The purpose of this study was to assess the ability of [18F]FDG-PET, CT/MRI and serum tumor marker (TM) to predict the viability of residual masses after high-dose chemotherapy (HD-Ctx) in patients with metastatic germ cell tumors (GCT). In a prospective study, 60 residual tumors in 28 GCT patients were classified as viable/nonviable by FDG-PET, CT/MRI and TM levels. The results were validated either by histological examination of a resected mass and/or biopsy or by clinical/radiological follow-up for at least 6 months. There were no significant differences among the sensitivities observed with PET, CT/MRI and TM, but PET was significantly more specific than CT/MRI in predicting residual mass viability. TM showed the highest specificity. The highest accuracy in classification of residual tumors was achieved by a combination of PET, CT/MRI and TM (area under the ROC curve =0.91).

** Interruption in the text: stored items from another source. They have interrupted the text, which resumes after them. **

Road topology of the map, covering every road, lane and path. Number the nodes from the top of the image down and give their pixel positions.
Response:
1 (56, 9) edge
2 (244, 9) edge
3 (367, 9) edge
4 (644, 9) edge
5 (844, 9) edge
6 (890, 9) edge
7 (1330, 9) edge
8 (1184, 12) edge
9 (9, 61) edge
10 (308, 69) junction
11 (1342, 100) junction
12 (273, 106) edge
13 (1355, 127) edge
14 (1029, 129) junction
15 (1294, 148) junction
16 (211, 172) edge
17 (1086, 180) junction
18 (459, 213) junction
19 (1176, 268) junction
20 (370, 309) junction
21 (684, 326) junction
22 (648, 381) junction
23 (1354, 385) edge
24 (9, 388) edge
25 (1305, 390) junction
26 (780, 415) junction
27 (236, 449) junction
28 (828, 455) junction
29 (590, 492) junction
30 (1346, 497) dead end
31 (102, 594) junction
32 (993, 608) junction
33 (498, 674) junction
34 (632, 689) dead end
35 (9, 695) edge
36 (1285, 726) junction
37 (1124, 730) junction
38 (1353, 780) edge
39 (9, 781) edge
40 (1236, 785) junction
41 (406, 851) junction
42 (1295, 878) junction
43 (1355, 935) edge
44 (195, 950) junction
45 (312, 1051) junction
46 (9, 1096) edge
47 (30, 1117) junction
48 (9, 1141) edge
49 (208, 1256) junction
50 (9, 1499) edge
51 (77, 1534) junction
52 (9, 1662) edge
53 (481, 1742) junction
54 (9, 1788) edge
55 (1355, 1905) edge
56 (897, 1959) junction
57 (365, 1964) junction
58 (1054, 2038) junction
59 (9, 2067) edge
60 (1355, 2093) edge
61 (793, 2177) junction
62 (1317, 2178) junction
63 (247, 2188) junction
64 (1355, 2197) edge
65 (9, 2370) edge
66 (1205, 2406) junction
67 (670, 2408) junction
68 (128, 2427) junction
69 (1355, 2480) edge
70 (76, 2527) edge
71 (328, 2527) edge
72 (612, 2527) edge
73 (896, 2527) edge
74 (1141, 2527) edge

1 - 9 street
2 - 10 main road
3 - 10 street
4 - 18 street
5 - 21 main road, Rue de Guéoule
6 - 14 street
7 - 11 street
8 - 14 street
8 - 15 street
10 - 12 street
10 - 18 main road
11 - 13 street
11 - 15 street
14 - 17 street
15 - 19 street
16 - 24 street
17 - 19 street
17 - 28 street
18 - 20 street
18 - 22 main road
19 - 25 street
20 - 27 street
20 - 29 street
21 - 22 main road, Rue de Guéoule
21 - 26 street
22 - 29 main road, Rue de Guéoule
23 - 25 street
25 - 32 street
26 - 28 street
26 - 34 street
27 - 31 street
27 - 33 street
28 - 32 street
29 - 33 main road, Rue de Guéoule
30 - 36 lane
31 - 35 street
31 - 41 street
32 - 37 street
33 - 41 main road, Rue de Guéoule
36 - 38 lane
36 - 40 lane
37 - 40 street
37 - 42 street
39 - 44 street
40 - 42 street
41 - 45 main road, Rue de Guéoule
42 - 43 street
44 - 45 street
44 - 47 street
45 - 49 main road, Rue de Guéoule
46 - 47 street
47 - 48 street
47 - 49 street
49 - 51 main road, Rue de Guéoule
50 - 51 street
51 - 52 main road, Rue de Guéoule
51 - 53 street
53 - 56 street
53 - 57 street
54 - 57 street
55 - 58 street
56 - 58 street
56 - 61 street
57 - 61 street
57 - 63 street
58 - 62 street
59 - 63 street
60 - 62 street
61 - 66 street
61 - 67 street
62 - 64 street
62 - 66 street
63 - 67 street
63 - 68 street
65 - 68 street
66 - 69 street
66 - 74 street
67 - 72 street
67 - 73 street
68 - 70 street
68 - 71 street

All mature teratomas showed false-negative PET results with SUVs in the same range as necrosis. For classification of residual masses after HD-Ctx of metastatic GCT, [18F]FDG-PET is a valuable diagnostic method to complement the established procedures CT and TM. Positive PET results are highly correlated with the presence of viable tumor, but residual masses with negative PET findings still require resection. In cases of tumor progression diagnosed by CT and elevated TM, additional PET examinations are without benefit. PET seems useful in patients with stable disease or partial remission in CT/MRI and normalized TM as well as in marker-negative disease.